WHAT IS BEING ASKED: When a line of the listing below has the string "every" in it, copy that line.

INPUT DATA:
______________________________

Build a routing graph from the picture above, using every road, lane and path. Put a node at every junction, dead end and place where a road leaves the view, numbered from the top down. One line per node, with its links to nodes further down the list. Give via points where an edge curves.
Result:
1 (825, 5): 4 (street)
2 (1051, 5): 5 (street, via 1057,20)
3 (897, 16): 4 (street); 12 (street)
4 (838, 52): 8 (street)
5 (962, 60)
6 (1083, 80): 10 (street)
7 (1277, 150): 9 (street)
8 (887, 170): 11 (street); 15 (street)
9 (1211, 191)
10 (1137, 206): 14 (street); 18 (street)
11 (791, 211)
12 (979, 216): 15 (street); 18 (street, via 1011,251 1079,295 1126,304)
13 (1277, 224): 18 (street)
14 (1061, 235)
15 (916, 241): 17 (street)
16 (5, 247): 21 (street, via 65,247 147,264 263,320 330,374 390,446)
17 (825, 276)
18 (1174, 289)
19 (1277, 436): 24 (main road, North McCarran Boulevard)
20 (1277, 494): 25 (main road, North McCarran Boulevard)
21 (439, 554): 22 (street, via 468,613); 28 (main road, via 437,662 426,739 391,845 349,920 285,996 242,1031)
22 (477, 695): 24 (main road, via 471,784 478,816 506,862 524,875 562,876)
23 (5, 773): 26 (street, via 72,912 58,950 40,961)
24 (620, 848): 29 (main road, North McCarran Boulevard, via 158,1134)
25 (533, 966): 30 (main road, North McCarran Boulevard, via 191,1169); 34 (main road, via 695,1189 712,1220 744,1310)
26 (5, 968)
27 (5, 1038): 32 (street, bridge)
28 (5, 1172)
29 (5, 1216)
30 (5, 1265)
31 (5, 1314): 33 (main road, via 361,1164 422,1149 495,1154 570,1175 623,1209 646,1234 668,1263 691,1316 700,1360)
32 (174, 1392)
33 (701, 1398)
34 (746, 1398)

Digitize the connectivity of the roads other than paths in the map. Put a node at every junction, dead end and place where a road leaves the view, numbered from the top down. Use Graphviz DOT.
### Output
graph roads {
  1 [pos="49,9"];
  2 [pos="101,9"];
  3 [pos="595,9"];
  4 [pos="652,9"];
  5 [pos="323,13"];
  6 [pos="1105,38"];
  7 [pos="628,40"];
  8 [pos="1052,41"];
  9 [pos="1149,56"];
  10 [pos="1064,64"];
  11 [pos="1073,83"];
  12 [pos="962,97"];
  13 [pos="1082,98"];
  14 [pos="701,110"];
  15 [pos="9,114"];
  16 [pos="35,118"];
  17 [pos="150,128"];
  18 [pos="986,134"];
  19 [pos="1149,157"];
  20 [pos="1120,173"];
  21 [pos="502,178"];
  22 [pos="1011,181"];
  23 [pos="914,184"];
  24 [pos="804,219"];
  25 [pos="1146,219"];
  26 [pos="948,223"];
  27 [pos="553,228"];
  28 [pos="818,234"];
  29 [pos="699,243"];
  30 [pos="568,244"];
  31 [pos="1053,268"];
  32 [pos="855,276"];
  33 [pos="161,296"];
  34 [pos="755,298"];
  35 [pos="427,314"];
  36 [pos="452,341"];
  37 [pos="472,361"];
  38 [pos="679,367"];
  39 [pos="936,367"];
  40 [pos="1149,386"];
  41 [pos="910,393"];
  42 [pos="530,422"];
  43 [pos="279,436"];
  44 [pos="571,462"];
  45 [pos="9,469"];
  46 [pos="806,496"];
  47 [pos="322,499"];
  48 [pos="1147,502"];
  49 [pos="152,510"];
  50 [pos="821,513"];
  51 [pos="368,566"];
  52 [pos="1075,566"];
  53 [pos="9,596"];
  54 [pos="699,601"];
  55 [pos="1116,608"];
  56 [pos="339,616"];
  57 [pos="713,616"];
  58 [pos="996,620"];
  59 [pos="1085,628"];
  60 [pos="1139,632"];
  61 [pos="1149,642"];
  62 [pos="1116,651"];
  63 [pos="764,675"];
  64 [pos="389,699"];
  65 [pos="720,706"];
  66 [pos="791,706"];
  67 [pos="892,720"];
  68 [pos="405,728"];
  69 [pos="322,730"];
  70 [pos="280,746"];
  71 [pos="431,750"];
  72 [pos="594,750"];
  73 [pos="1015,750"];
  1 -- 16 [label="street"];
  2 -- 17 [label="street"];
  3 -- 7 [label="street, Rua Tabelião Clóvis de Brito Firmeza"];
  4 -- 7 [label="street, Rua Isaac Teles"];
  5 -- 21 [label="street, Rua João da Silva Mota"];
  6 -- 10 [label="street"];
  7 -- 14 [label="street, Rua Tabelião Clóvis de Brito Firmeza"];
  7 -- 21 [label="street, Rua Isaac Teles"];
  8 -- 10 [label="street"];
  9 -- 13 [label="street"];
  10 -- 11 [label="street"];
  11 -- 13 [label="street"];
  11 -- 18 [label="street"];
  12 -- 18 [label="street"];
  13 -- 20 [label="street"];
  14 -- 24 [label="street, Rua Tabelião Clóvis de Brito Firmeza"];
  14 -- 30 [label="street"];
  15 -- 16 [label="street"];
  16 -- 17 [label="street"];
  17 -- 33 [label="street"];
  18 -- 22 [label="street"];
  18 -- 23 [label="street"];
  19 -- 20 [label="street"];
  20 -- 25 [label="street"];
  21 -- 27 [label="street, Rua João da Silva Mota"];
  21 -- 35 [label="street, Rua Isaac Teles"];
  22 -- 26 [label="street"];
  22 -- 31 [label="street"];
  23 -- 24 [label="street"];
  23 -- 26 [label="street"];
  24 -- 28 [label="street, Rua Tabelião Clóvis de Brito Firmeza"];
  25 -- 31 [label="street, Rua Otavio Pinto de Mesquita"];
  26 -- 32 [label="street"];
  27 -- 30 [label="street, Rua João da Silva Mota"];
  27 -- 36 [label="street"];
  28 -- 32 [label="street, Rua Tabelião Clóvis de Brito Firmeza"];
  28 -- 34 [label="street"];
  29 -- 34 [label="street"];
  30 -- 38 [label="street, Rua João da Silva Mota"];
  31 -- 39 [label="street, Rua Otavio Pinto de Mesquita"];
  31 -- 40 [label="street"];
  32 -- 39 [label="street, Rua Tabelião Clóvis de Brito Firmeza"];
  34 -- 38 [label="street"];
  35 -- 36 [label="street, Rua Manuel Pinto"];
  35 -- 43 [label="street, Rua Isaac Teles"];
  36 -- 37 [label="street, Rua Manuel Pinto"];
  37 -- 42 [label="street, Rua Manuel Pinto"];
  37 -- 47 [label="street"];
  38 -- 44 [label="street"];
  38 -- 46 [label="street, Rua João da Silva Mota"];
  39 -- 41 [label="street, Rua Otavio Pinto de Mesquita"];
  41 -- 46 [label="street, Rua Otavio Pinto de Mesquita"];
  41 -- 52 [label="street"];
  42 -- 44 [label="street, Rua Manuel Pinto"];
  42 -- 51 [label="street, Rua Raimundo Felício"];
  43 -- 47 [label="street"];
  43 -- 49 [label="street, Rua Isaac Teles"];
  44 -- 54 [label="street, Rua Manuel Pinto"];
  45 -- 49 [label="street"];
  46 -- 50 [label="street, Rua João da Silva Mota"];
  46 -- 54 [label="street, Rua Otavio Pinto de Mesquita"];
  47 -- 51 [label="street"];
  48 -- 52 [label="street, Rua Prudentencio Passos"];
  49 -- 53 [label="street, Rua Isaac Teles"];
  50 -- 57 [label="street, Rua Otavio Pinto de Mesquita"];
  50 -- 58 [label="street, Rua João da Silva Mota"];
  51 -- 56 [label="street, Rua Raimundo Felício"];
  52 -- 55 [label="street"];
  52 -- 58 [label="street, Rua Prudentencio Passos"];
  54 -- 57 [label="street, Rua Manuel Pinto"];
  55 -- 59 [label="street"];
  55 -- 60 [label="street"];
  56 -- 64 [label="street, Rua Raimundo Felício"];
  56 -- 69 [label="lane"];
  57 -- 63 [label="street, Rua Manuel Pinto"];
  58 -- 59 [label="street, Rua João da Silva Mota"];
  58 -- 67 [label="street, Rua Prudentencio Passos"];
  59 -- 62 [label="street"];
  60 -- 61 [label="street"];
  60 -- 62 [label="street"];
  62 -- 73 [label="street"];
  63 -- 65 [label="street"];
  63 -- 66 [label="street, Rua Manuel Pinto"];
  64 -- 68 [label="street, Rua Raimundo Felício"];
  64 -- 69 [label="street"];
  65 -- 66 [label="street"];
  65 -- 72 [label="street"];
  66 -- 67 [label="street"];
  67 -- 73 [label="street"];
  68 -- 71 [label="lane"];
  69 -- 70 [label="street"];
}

______________________________

COMPLETED TASK:
Build a routing graph from the picture above, using every road, lane and path. Put a node at every junction, dead end and place where a road leaves the view, numbered from the top down. One line per node, with its links to nodes further down the list. Give via points where an edge curves.
Digitize the connectivity of the roads other than paths in the map. Put a node at every junction, dead end and place where a road leaves the view, numbered from the top down. Use Graphviz DOT.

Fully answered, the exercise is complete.